- Meza
- Meza Location in Myanmar
- Coordinates: 24°08′21″N 96°02′13″E﻿ / ﻿24.1392993927002°N 96.0370330810547°E
- Country: Myanmar
- Region: Sagaing
- District: Katha District
- Township: Indaw Township
- Village tract: Meza
- Time zone: UTC+6.30 (MST)

= Meza (village) =

Meza (မဲဇာ) is a village located in Meza village tract, Indaw Township, Katha District, Sagaing Region.

== Description ==
Meza is notable for being the subject of the historical poem "Meza Hill" yadu, composed by minister Letwe Thondara during his exile from court, which sent him to the Meza area by the king, Hsinbyushin. During the Konbaung era, Meza was a remote area surrounded by vast forests and mountains, which made it rarely visited. It was also known for its extremely cold climate and the prevalence of malaria.

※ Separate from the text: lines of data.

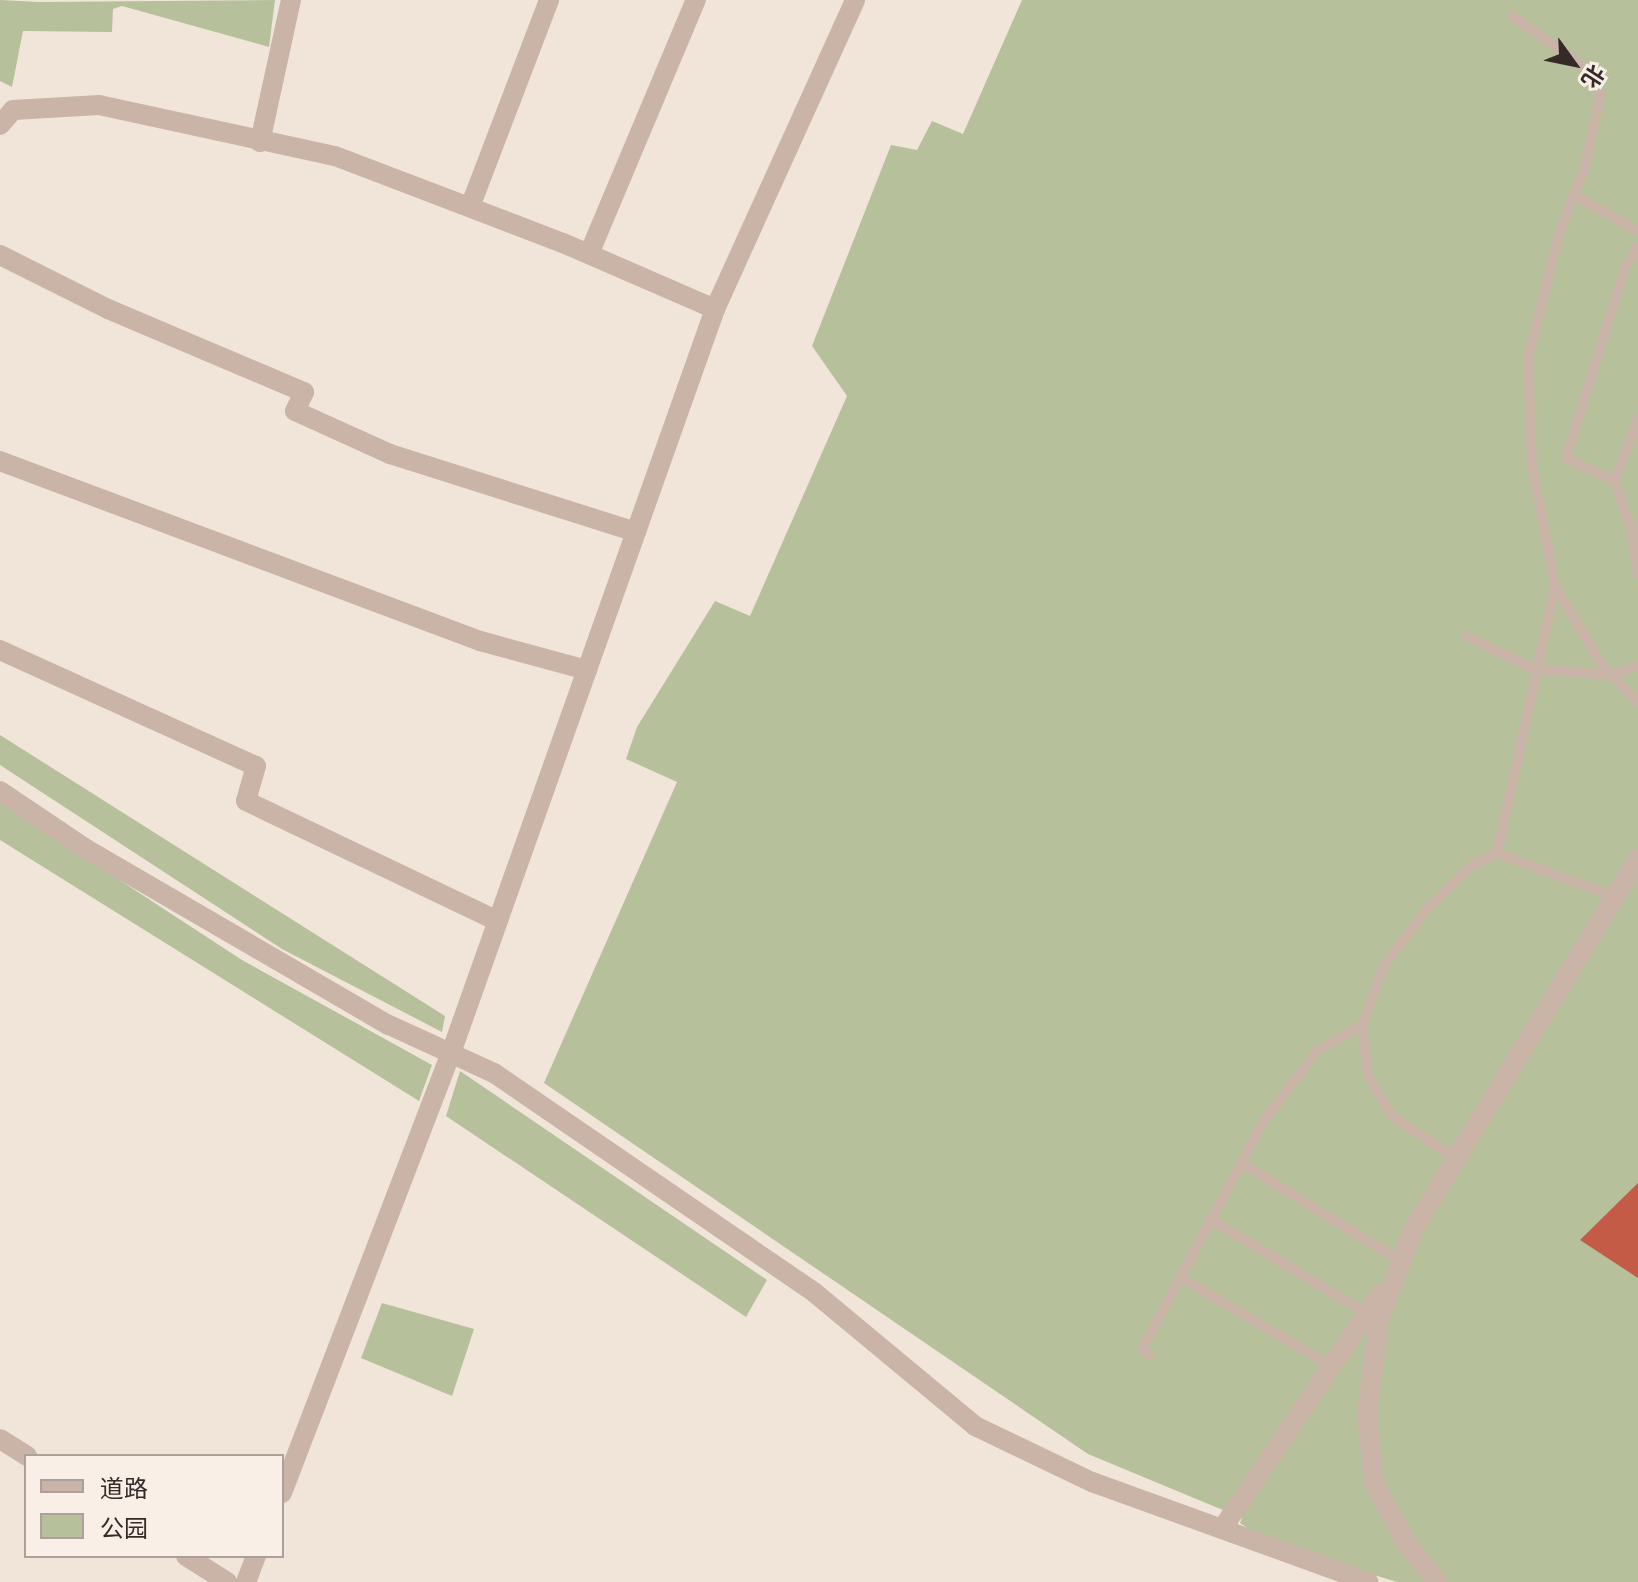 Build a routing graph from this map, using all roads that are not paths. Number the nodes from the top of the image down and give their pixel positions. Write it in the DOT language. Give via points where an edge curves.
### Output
graph roads {
  1 [pos="549,0"];
  2 [pos="696,0"];
  3 [pos="855,0"];
  4 [pos="291,3"];
  5 [pos="1512,16"];
  6 [pos="0,125"];
  7 [pos="260,142"];
  8 [pos="1574,195"];
  9 [pos="470,207"];
  10 [pos="1638,231"];
  11 [pos="1638,246"];
  12 [pos="589,254"];
  13 [pos="0,255"];
  14 [pos="715,309"];
  15 [pos="1638,419"];
  16 [pos="0,461"];
  17 [pos="1615,481"];
  18 [pos="1634,531"];
  19 [pos="636,532"];
  20 [pos="1638,574"];
  21 [pos="1555,586"];
  22 [pos="1466,636"];
  23 [pos="0,650"];
  24 [pos="1638,666"];
  25 [pos="1534,669"];
  26 [pos="587,670"];
  27 [pos="1612,675"];
  28 [pos="1638,703"];
  29 [pos="0,791"];
  30 [pos="1497,853"];
  31 [pos="1638,859"];
  32 [pos="1613,896"];
  33 [pos="498,921"];
  34 [pos="1362,1025"];
  35 [pos="451,1053"];
  36 [pos="1455,1158"];
  37 [pos="1241,1163"];
  38 [pos="1210,1219"];
  39 [pos="1396,1267"];
  40 [pos="1180,1277"];
  41 [pos="1366,1313"];
  42 [pos="1149,1355"];
  43 [pos="1331,1366"];
  44 [pos="0,1439"];
  45 [pos="24,1454"];
  46 [pos="284,1488"];
  47 [pos="1222,1529"];
  48 [pos="189,1558"];
  49 [pos="255,1558"];
  50 [pos="227,1582"];
  51 [pos="246,1582"];
  52 [pos="1369,1582"];
  53 [pos="1438,1582"];
  1 -- 9 [label="street"];
  2 -- 12 [label="street"];
  3 -- 14 [label="street"];
  4 -- 7 [label="street"];
  5 -- 8 [label="lane" via="1589,70 1600,95"];
  6 -- 7 [label="street" via="13,110 99,105"];
  7 -- 9 [label="street" via="335,156"];
  8 -- 10 [label="lane"];
  8 -- 21 [label="lane" via="1559,233 1528,358 1532,466"];
  9 -- 12 [label="street"];
  11 -- 17 [label="lane" via="1625,267 1566,458"];
  12 -- 14 [label="street"];
  13 -- 19 [label="street" via="108,309 304,392 295,411 390,454"];
  14 -- 19 [label="street"];
  15 -- 17 [label="lane"];
  16 -- 26 [label="street" via="451,631"];
  17 -- 18 [label="lane"];
  18 -- 20 [label="lane"];
  19 -- 26 [label="street"];
  21 -- 25 [label="lane"];
  21 -- 27 [label="lane"];
  22 -- 25 [label="lane"];
  23 -- 33 [label="street" via="256,766 246,801"];
  24 -- 27 [label="lane"];
  25 -- 27 [label="lane"];
  25 -- 30 [label="lane"];
  26 -- 33 [label="street"];
  27 -- 28 [label="lane"];
  29 -- 35 [label="street" via="86,849 389,1025"];
  30 -- 32 [label="lane"];
  30 -- 34 [label="lane" via="1474,864 1427,909 1384,965"];
  31 -- 32 [label="street"];
  32 -- 36 [label="street"];
  33 -- 35 [label="street"];
  34 -- 36 [label="lane" via="1368,1076 1393,1117"];
  34 -- 37 [label="lane" via="1317,1051 1265,1119"];
  35 -- 46 [label="street"];
  35 -- 47 [label="street" via="494,1073 598,1140 815,1293 975,1426 1049,1464"];
  36 -- 39 [label="street"];
  37 -- 38 [label="lane"];
  37 -- 39 [label="lane"];
  38 -- 40 [label="lane"];
  38 -- 41 [label="lane"];
  39 -- 41 [label="street"];
  39 -- 53 [label="street" via="1370,1365 1367,1451 1390,1519"];
  40 -- 42 [label="lane" via="1142,1349"];
  40 -- 43 [label="lane"];
  41 -- 43 [label="street"];
  43 -- 47 [label="street"];
  44 -- 45 [label="street"];
  47 -- 52 [label="street"];
  48 -- 50 [label="street"];
  49 -- 51 [label="street"];
}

So, he composed a poem depicting the hardships and harsh conditions of the Meza area and submitted it as a plea to the king. Moved by his words, the king showed mercy, granted him a pardon, and allowed him to return to court.

During the Myanmar civil war, Meza became a conflict and war zone between the Myanmar Army and local People's Defence Forces.